Something quick and dirty from the upcoming novel (which, as I’m constantly reminding you, is entitled Silent Sorrow and is being published mid next year by IFWG). It’s a page from an illustrated bestiary one of my protagonists stole from a library.

What’s odd about it is that the animal being illustrated seems to have… faded. Remembering that all the maps and diagrams from this novel are artefacts of the world, and all carry part of the plot, I can’t say any more than that. Suffice it to say that this is not the only time scientists trying to describe this elusive beast have come up with a blank.

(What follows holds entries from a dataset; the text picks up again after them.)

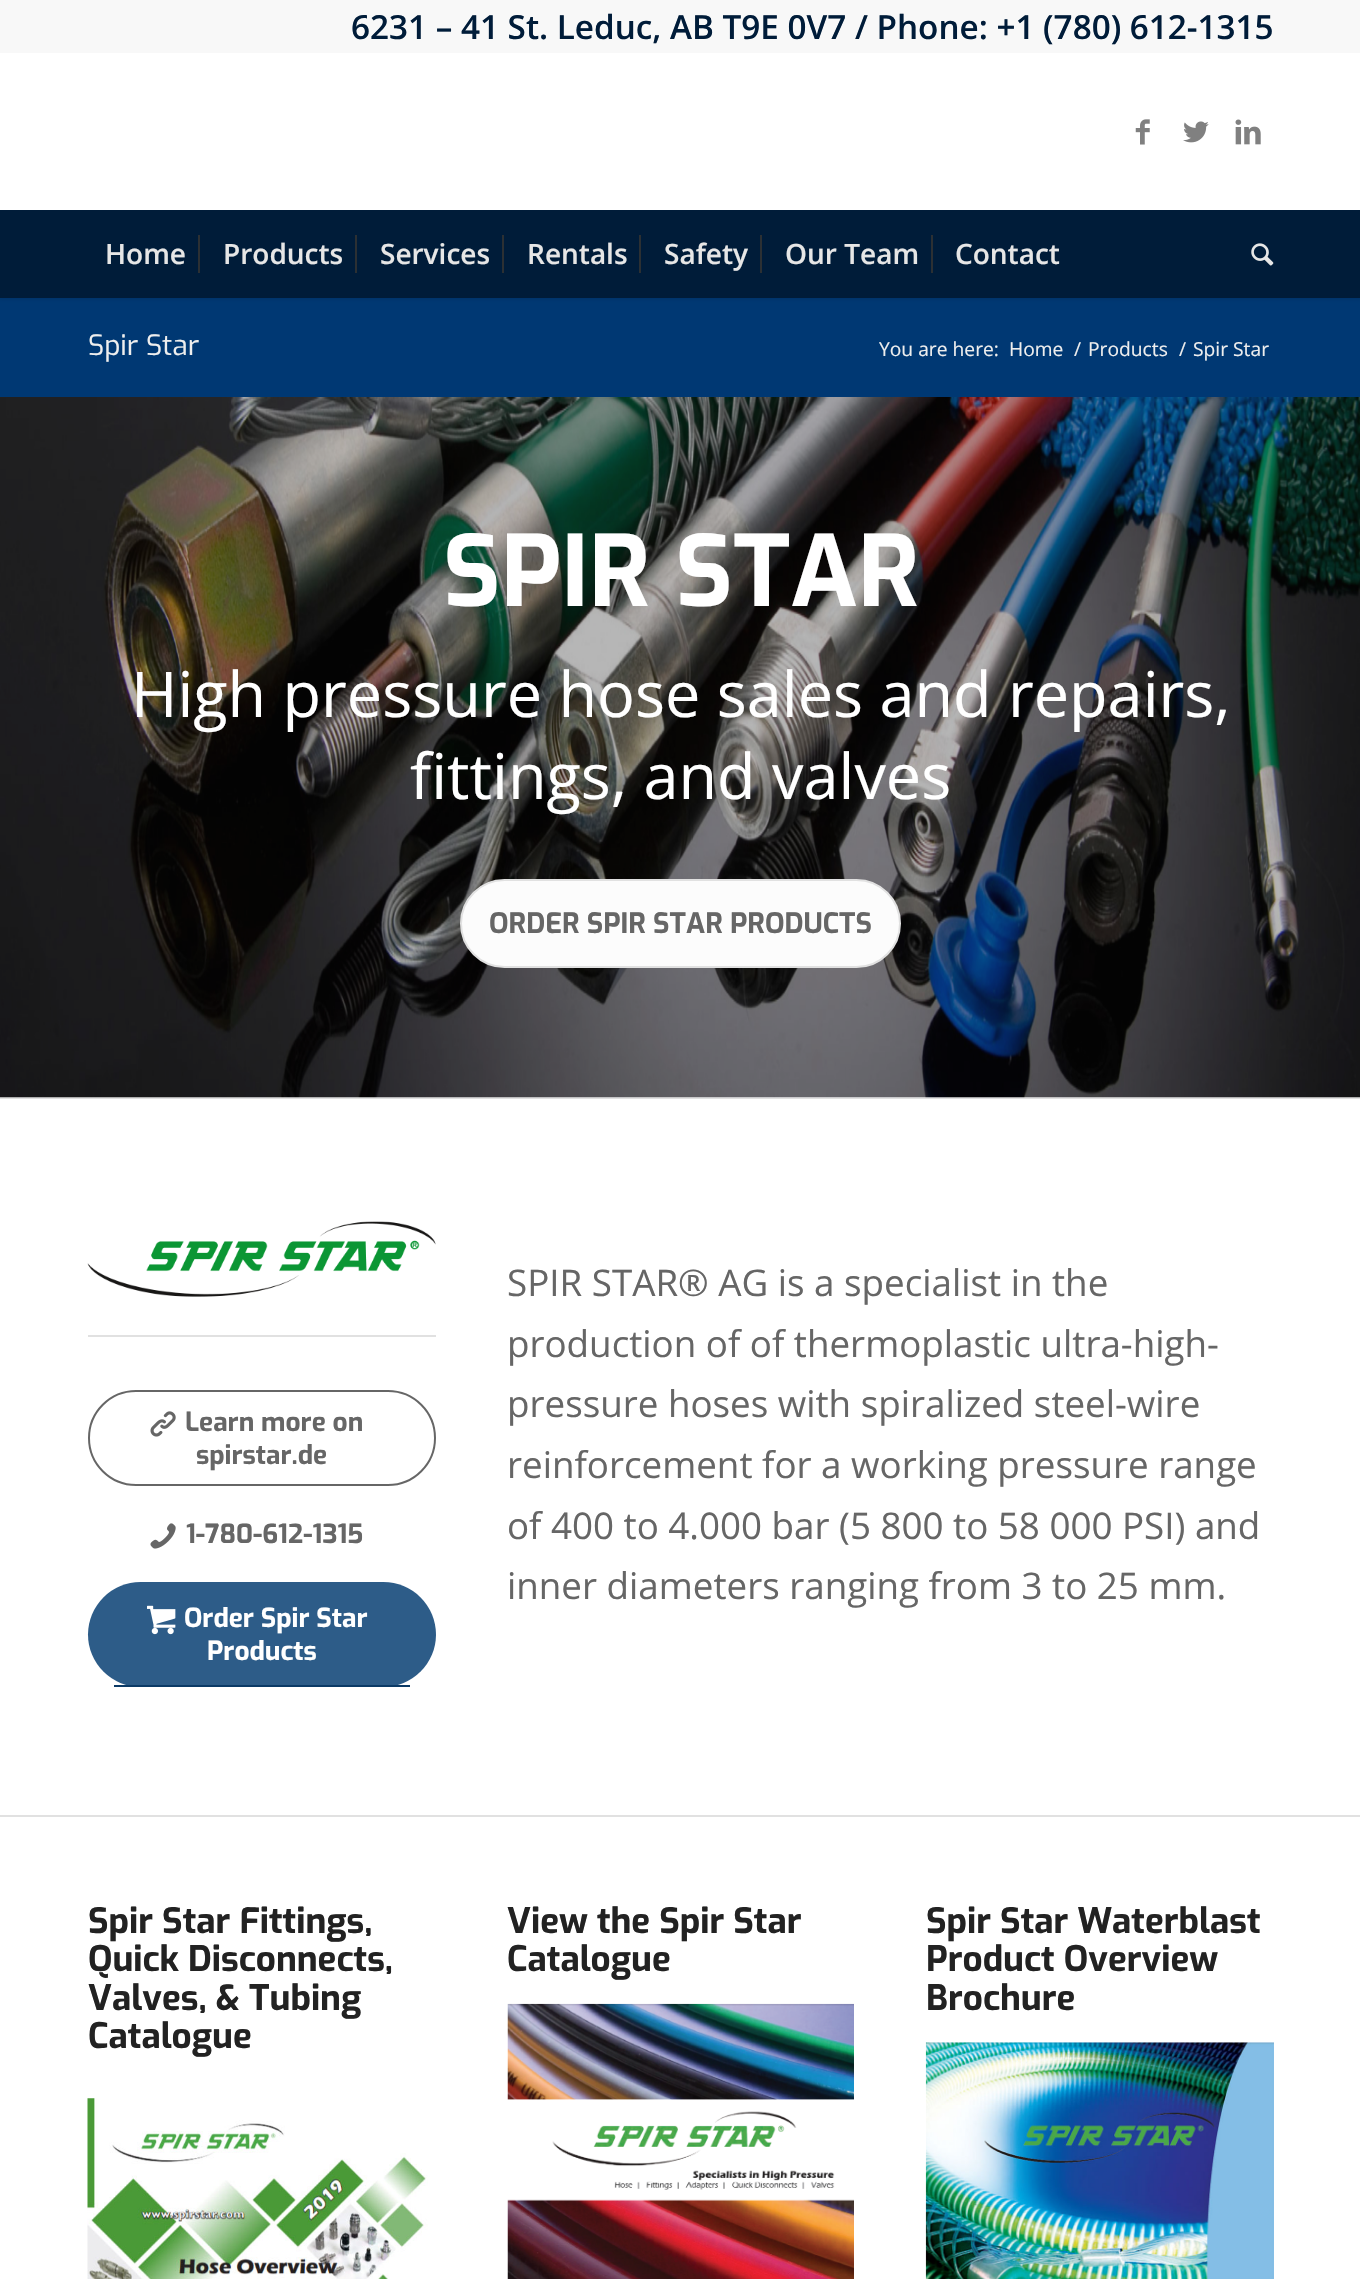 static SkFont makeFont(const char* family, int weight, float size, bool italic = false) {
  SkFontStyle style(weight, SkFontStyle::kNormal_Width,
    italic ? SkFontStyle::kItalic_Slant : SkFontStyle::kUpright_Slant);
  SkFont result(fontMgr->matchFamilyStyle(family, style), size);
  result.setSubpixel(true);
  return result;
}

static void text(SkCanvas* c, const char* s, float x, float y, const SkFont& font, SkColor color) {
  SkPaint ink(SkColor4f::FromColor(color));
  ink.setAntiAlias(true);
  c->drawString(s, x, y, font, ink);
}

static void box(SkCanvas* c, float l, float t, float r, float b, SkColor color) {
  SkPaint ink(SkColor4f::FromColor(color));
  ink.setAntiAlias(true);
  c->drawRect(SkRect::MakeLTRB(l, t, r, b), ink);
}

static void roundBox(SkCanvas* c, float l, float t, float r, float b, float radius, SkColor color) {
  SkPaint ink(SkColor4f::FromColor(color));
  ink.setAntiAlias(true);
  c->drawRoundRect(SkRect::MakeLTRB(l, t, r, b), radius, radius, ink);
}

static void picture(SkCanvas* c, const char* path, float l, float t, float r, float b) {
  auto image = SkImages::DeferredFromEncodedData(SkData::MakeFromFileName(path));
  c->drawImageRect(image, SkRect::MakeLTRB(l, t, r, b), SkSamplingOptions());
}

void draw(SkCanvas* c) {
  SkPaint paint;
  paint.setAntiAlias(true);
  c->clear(0xffffffff);
  box(c, 0, 298, 1360, 397, 0xff003873);
  paint.setColor(0x1a000000);
  paint.setMaskFilter(SkMaskFilter::MakeBlur(kNormal_SkBlurStyle, 2));
  c->drawRect(SkRect::MakeLTRB(-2, -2, 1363, 299), paint);
  paint.setMaskFilter(nullptr);
  box(c, 0, 0, 1360, 53, 0xfff8f8f8);
  SkFont face1 = makeFont("Open Sans", 600, 33.25f);
  text(c, "6231 – 41 St. Leduc, AB T9E 0V7 / Phone: +1 (780) 612-1315", 351, 39, face1, 0xff001c39);
  box(c, 0, 53, 1360, 210, 0xffffffff);
  picture(c, "img_01.png", 1135, 119, 1150, 145);
  picture(c, "img_02.png", 1183, 121, 1209, 143);
  picture(c, "img_03.png", 1235, 119, 1261, 145);
  box(c, 0, 210, 1360, 298, 0xff001c39);
  SkFont face2 = makeFont("Open Sans", 600, 28);
  text(c, "Home", 105, 264, face2, 0xffe6e6e6);
  text(c, "Products", 223, 264, face2, 0xffe6e6e6);
  box(c, 198, 235, 200, 273, 0xff2c3033);
  text(c, "Services", 380, 264, face2, 0xffe6e6e6);
  box(c, 355, 235, 357, 273, 0xff2c3033);
  text(c, "Rentals", 527, 264, face2, 0xffe6e6e6);
  box(c, 502, 235, 504, 273, 0xff2c3033);
  text(c, "Safety", 664, 264, face2, 0xffe6e6e6);
  box(c, 639, 235, 641, 273, 0xff2c3033);
  text(c, "Our Team", 785, 264, face2, 0xffe6e6e6);
  box(c, 760, 235, 762, 273, 0xff2c3033);
  text(c, "Contact", 955, 264, face2, 0xffe6e6e6);
  box(c, 931, 235, 933, 273, 0xff2c3033);
  picture(c, "img_04.png", 1251, 243, 1274, 266);
  SkFont face3 = makeFont("Exo", 400, 28);
  text(c, "Spir Star", 88, 355, face3, 0xffeeeeee);
  SkFont face4 = makeFont("Open Sans", 400, 19.25f);
  text(c, "You are here:", 879, 356, face4, 0xffeeeeee);
  text(c, "Home", 1009, 356, face4, 0xffeeeeee);
  text(c, "/", 1074, 356, face4, 0xffeeeeee);
  text(c, "Products", 1088, 356, face4, 0xffeeeeee);
  text(c, "/", 1179, 356, face4, 0xffeeeeee);
  text(c, "Spir Star", 1193, 356, face4, 0xffeeeeee);
  box(c, 0, 1097, 1360, 1099, 0xffe1e1e1);
  picture(c, "img_05.png", 0, 397, 1360, 1098);
  SkFont face5 = makeFont("Exo", 700, 98);
  text(c, "SPIR STAR", 443, 606, face5, 0xffffffff);
  SkFont face6 = makeFont("Open Sans", 400, 63);
  text(c, "High pressure hose sales and repairs,", 131, 717, face6, 0xffffffff);
  text(c, "fittings, and valves", 410, 799, face6, 0xffffffff);
  paint.setColor(0xfffcfcfc);
  c->drawRoundRect(SkRect::MakeLTRB(461, 880, 900, 967), 43.5f, 43.5f, paint);
  paint.setStyle(SkPaint::kStroke_Style);
  paint.setStrokeWidth(2);
  paint.setColor(0xffe1e1e1);
  c->drawRoundRect(SkRect::MakeLTRB(461, 880, 900, 967), 43.5f, 43.5f, paint);
  SkFont face7 = makeFont("Exo", 700, 28);
  text(c, "ORDER SPIR STAR PRODUCTS", 489, 933, face7, 0xff666666);
  picture(c, "img_06.png", 87, 1221, 436, 1297);
  box(c, 88, 1335, 436, 1337, 0xffe1e1e1);
  paint.setColor(0xff666666);
  c->drawRoundRect(SkRect::MakeLTRB(89, 1391, 435, 1485), 47, 47, paint);
  picture(c, "img_07.png", 150, 1411, 176, 1437);
  SkFont face8 = makeFont("Exo", 700, 26.25f);
  text(c, "Learn more on", 185, 1431, face8, 0xff666666);
  text(c, "spirstar.de", 196, 1464, face8, 0xff666666);
  picture(c, "img_08.png", 150, 1523, 176, 1549);
  text(c, "1-780-612-1315", 186, 1543, face8, 0xff666666);
  roundBox(c, 88, 1582, 436, 1687, 52.5f, 0xff2d5c88);
  box(c, 114, 1685, 410, 1687, 0xff0b3a66);
  picture(c, "img_09.png", 147, 1605, 176, 1635);
  text(c, "Order Spir Star", 184, 1627, face8, 0xffffffff);
  text(c, "Products", 207, 1660, face8, 0xffffffff);
  SkFont face9 = makeFont("Open Sans", 400, 36.75f);
  text(c, "SPIR STAR® AG is a specialist in the", 507, 1296, face9, 0xff666666);
  text(c, "production of of thermoplastic ultra-high-", 507, 1357, face9, 0xff666666);
  text(c, "pressure hoses with spiralized steel-wire", 507, 1417, face9, 0xff666666);
  text(c, "reinforcement for a working pressure range", 507, 1478, face9, 0xff666666);
  text(c, "of 400 to 4.000 bar (5 800 to 58 000 PSI) and", 507, 1539, face9, 0xff666666);
  text(c, "inner diameters ranging from 3 to 25 mm.", 507, 1599, face9, 0xff666666);
  box(c, 0, 1815, 1360, 1817, 0xffe1e1e1);
  SkFont face10 = makeFont("Exo", 700, 35);
  text(c, "Spir Star Fittings,", 88, 1933, face10, 0xff222222);
  text(c, "Quick Disconnects,", 88, 1971, face10, 0xff222222);
  text(c, "Valves, & Tubing", 88, 2010, face10, 0xff222222);
  text(c, "Catalogue", 88, 2048, face10, 0xff222222);
  picture(c, "img_10.png", 87, 2098, 428, 2279);
  text(c, "View the Spir Star", 507, 1933, face10, 0xff222222);
  text(c, "Catalogue", 507, 1971, face10, 0xff222222);
  picture(c, "img_11.png", 507, 2003, 854, 2279);
  text(c, "Spir Star Waterblast", 926, 1933, face10, 0xff222222);
  text(c, "Product Overview", 926, 1971, face10, 0xff222222);
  text(c, "Brochure", 926, 2010, face10, 0xff222222);
  picture(c, "img_12.png", 925, 2042, 1274, 2279);
}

I wanted this to be hard to read, and I think I succeeded. The font is intended be forbidding, as this knowledge, according to the author, is not for everyone. Academics are by no means immune from playing these sorts of games. I’ve read plenty of academic articles where it seems the arguments have been couched in terms designed to admit only the worthy – and, by doing so, place their concepts out of reach of the uninitiated. Some will remember the Sokal controversy of the late 1990s, a rather unfair dig at deconstructivism. I’m trying to say something about what happens to science, and particularly the communication of science, in an inevitably politicised world. (It turns out we’ve met the author of this article earlier in the novel.)
I drew an earlier version of this with the beast visible, and it was much less effective. “Hide the monster as long as you can” is still good advice!